→ **Exercise objective**: Scan the lines below for the string "PATRIOTÓW" and copy every one that has it.

→ **Information shown**:
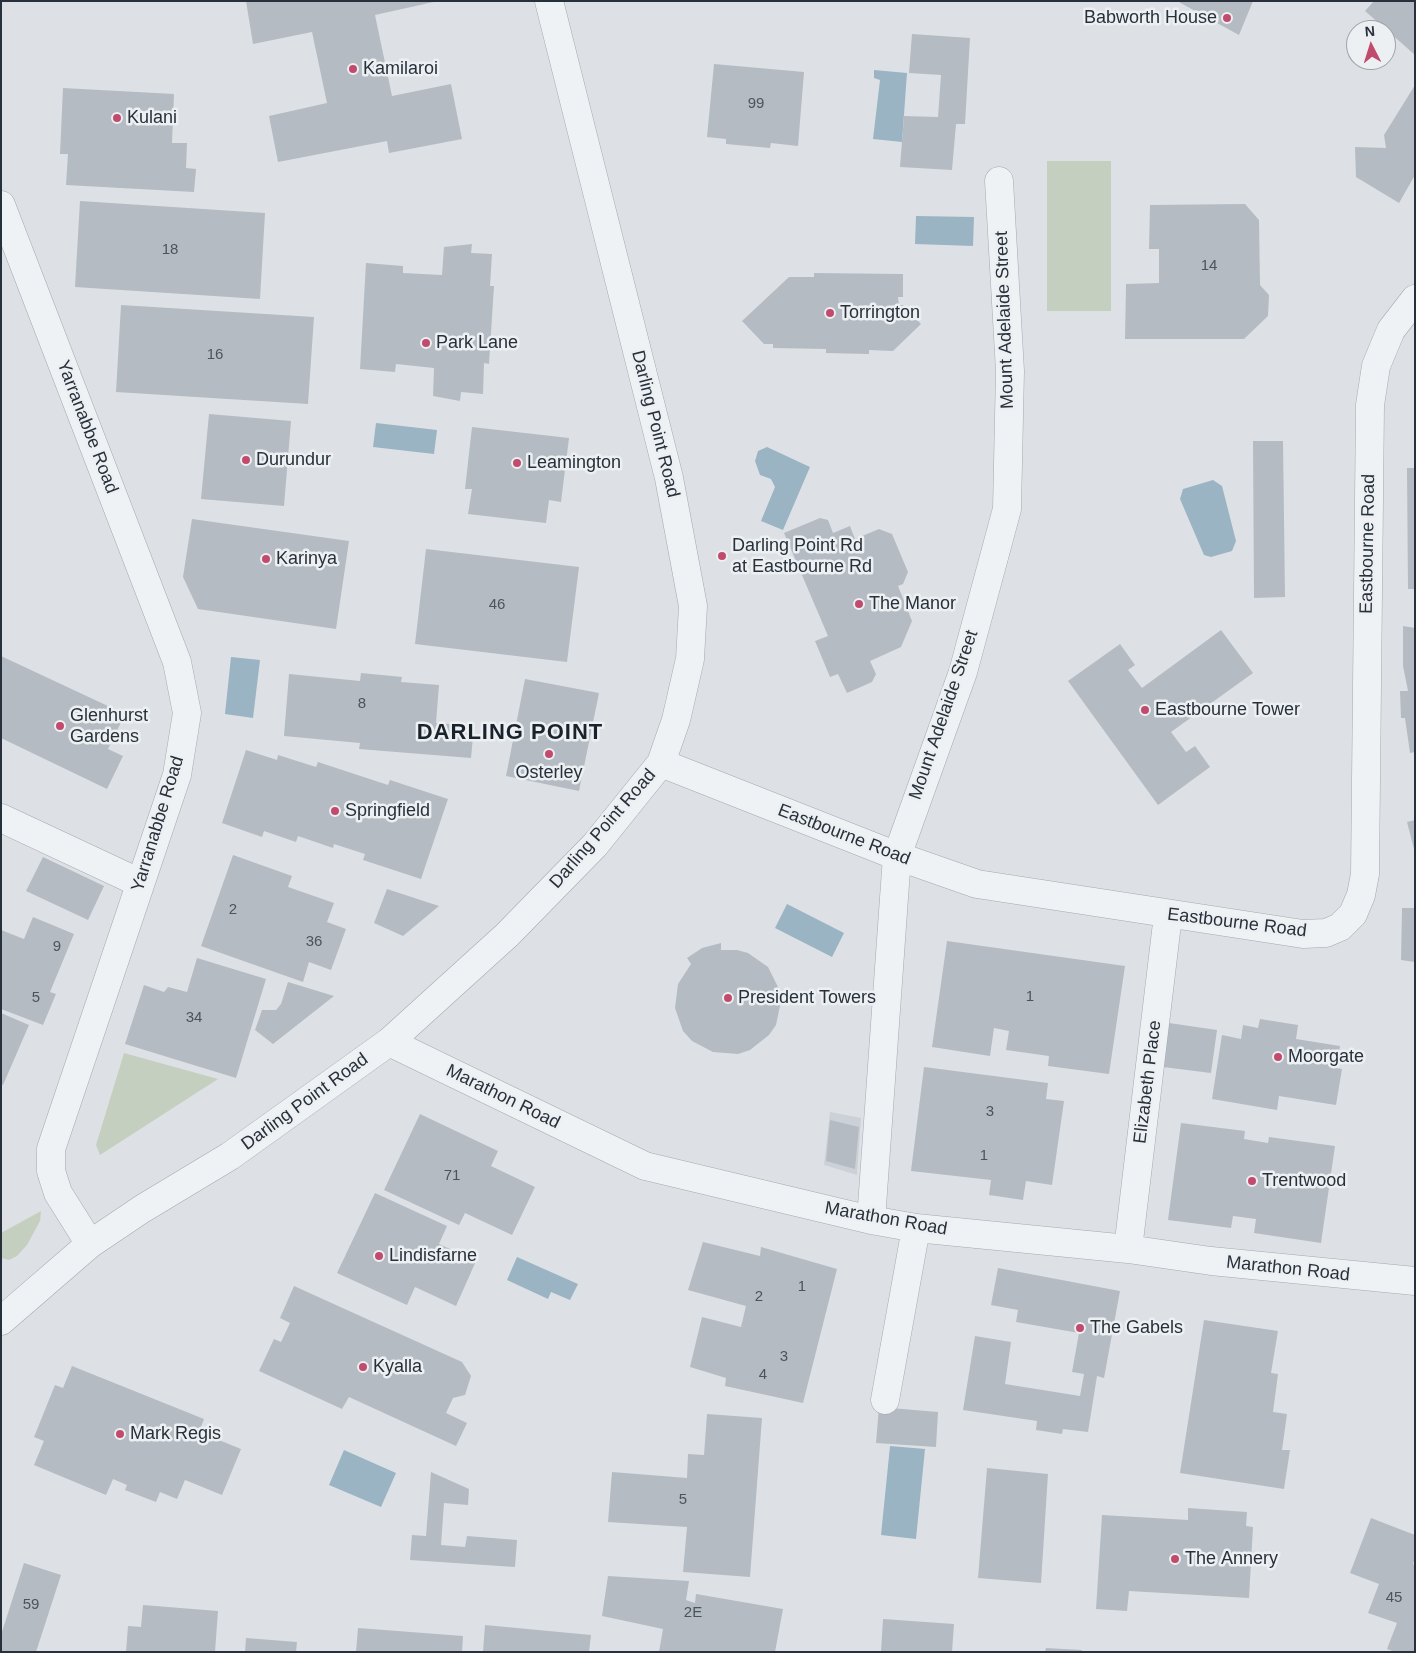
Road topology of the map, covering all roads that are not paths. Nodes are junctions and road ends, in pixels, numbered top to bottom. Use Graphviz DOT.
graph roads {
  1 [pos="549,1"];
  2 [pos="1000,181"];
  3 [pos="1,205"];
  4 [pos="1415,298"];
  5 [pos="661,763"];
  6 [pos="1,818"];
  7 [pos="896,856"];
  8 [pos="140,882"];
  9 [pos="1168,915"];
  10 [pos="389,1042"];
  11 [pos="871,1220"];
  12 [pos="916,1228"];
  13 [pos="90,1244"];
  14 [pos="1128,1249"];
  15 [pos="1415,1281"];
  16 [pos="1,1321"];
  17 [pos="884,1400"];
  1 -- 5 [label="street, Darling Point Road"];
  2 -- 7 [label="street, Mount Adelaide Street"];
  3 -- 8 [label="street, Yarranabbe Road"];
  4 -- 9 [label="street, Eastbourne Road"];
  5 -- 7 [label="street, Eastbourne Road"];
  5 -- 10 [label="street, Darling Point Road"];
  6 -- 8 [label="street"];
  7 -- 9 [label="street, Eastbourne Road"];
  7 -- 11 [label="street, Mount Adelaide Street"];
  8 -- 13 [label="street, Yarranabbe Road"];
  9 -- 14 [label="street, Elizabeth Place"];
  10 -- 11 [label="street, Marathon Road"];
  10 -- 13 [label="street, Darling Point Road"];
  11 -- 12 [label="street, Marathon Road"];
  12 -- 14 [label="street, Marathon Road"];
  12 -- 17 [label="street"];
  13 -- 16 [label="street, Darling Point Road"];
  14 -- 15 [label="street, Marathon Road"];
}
...
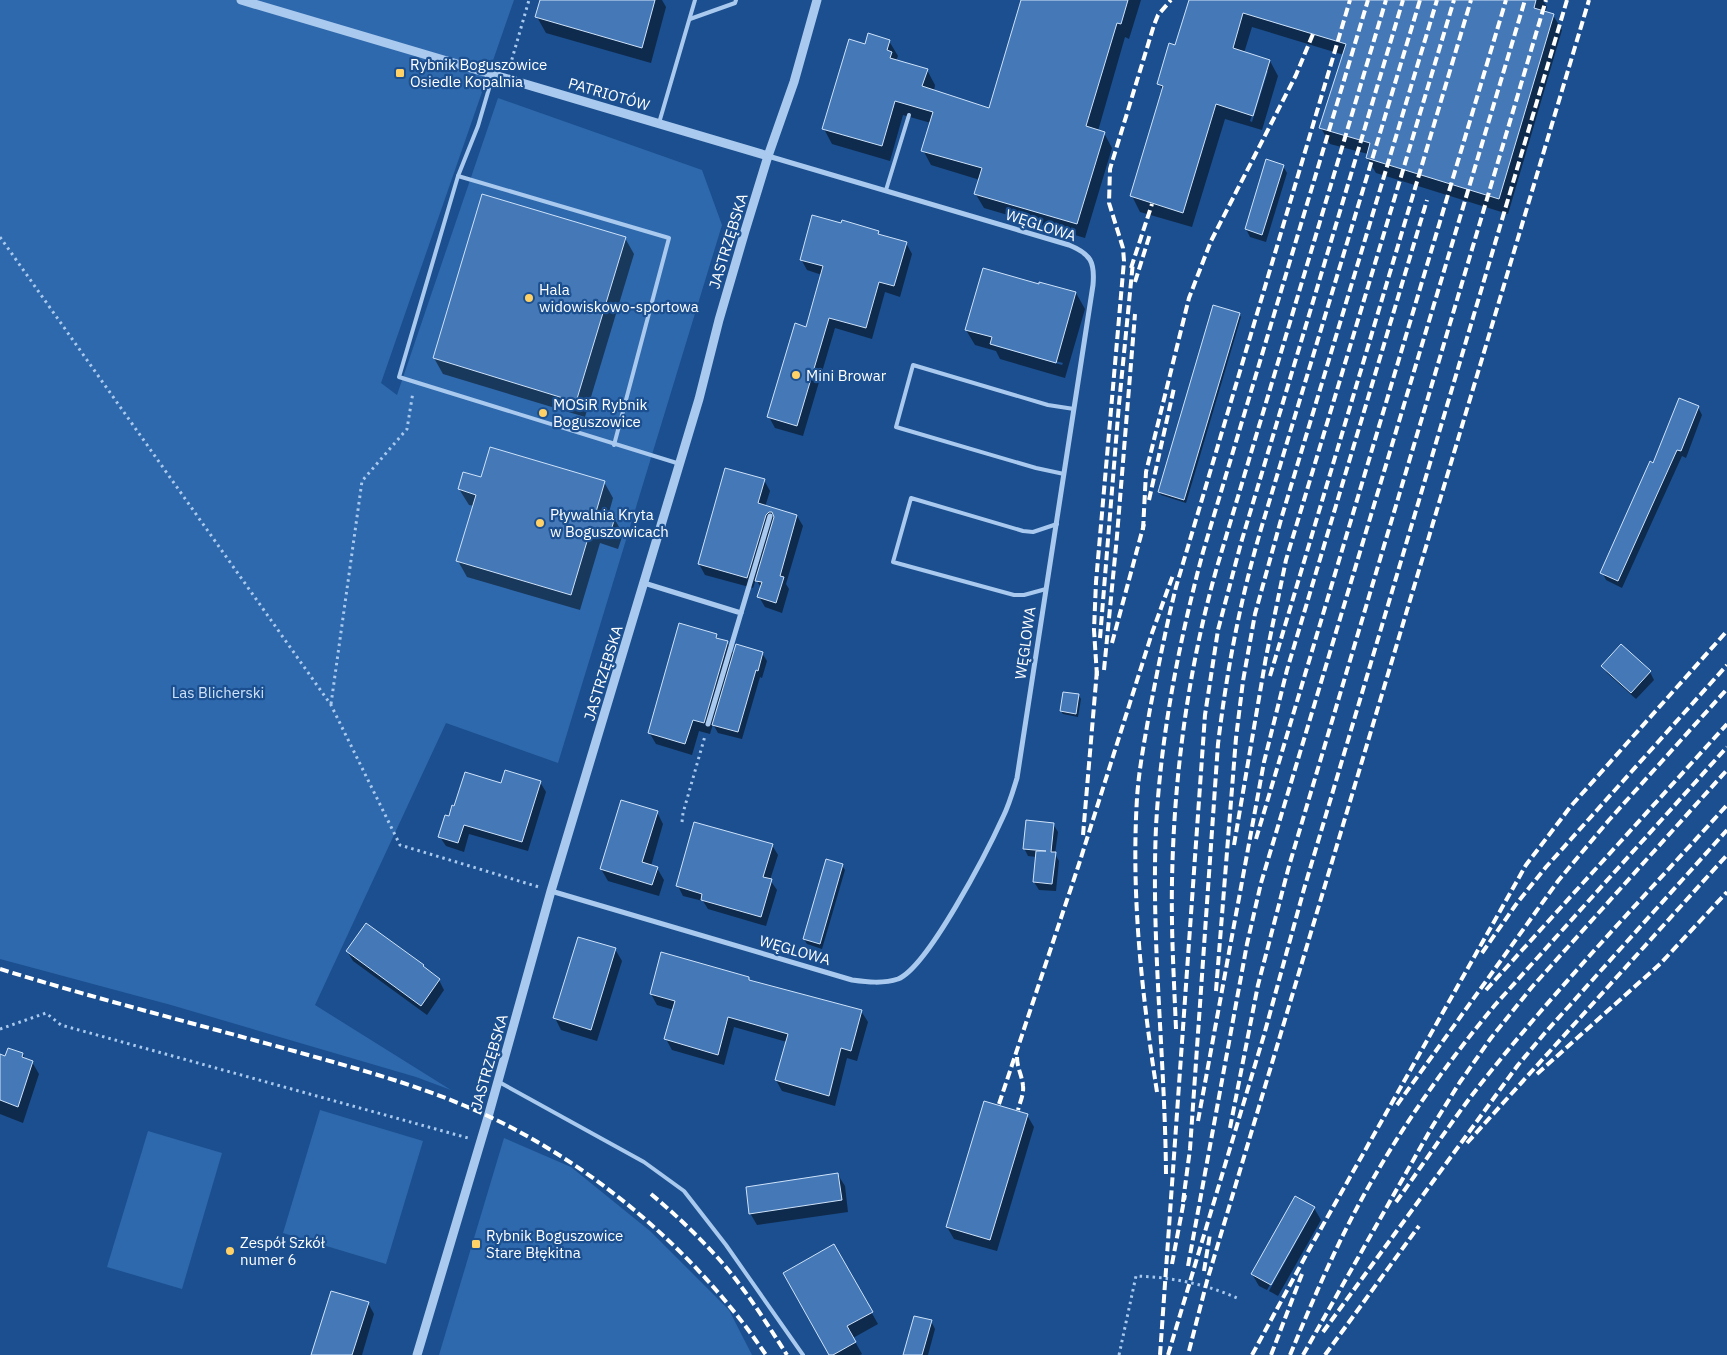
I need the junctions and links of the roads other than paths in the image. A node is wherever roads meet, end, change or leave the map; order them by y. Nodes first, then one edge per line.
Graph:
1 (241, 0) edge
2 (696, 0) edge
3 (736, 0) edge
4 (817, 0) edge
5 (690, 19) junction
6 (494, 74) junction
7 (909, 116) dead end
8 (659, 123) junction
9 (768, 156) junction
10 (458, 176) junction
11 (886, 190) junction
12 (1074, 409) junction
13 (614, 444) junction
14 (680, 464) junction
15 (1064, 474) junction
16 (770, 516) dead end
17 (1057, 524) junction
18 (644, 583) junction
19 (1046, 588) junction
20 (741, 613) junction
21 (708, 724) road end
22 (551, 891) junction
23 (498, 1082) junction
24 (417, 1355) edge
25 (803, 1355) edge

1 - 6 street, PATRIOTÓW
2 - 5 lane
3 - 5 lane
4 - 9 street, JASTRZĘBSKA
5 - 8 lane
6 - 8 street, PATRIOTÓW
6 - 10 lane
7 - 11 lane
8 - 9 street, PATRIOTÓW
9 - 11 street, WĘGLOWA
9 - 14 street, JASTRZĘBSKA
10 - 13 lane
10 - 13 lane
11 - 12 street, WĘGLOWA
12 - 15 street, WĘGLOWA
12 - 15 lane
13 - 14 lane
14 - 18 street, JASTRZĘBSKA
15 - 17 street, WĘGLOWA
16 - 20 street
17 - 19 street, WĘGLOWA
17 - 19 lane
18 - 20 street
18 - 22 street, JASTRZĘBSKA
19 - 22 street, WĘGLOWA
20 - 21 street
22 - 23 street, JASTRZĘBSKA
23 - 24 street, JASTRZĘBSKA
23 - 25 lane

→ **Problem solution**:
1 - 6 street, PATRIOTÓW
6 - 8 street, PATRIOTÓW
8 - 9 street, PATRIOTÓW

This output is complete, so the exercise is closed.